The new shape-shifting probe devices, described in the journal Nature, are not subject to those limitations.
They make it possible to detect and measure localised conditions on the molecular scale deep within tissues, and to observe how they change in real time.
"Our design is based on completely different operating principles," said US National Institute of Standards and Technology (NIST)'s Gary Zabow, who led the research with National Institutes of Health (NIH) colleagues Stephen Dodd and Alan Koretsky.
"Instead of optically based sensing, the shape-changing probes are designed to operate in the radio frequency (RF) spectrum, specifically to be detectable with standard nuclear magnetic resonance (NMR) or magnetic resonance imaging (MRI) equipment. In these RF ranges, signals are, for example, not appreciably weakened by intervening biological materials," said Zabow.
As a result, they can get strong, distinctive signals from very small dimensions at substantial depths or in other locations impossible to probe with optically based sensors.
The novel devices, called geometrically encoded magnetic sensors (GEMs), are microengineered metal-gel sandwiches about 5 to 10 times smaller than a single red blood cell, one of the smallest human cells.

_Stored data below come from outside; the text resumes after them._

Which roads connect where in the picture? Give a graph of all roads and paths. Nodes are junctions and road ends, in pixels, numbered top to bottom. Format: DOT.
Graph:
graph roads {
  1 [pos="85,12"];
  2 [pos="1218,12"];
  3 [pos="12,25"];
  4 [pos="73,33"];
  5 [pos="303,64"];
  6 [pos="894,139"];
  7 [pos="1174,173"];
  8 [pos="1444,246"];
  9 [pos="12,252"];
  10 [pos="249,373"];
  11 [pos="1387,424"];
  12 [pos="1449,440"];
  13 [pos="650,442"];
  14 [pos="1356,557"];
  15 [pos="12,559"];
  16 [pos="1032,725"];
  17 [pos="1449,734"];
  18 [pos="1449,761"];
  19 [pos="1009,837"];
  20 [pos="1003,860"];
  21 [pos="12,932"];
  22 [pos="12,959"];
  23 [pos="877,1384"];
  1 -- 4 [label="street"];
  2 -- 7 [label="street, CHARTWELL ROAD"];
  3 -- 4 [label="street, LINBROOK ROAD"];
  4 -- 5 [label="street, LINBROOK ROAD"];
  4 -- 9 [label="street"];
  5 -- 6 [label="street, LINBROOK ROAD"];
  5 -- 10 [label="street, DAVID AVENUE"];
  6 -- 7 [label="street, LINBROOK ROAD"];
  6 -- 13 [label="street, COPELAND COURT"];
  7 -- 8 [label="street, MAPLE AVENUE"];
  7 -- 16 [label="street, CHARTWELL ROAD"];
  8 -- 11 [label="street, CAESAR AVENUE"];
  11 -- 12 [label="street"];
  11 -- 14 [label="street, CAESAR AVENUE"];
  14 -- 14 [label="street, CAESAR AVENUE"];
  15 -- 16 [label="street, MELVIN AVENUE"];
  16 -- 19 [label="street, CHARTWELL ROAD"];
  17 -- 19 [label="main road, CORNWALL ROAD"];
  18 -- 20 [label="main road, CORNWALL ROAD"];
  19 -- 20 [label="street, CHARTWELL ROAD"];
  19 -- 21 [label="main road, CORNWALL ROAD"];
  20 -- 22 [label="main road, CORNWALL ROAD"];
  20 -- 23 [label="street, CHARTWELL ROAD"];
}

Each consists of two separate magnetic disks that range from 0.5 to 2 micrometres (millionths of a metre) in diameter and are just tens of nanometres (billionths of a metre) thick.
Between the disks is a spacer layer of hydrogel, a polymer network that can absorb water and expand significantly; the amount of expansion depends on the chemical properties of the gel and the environment around it.
Swelling or shrinking of the gel changes the distance (and hence, the magnetic field strength) between the two disks, and that, in turn, changes the frequency at which the protons in water molecules around and inside the gel resonate in response to radio-frequency radiation.
Scanning the sample with a range of frequencies quickly identifies the current shape of the nanoprobes, effectively measuring the remote conditions through the changes in resonance frequencies caused by the shape-changing agents.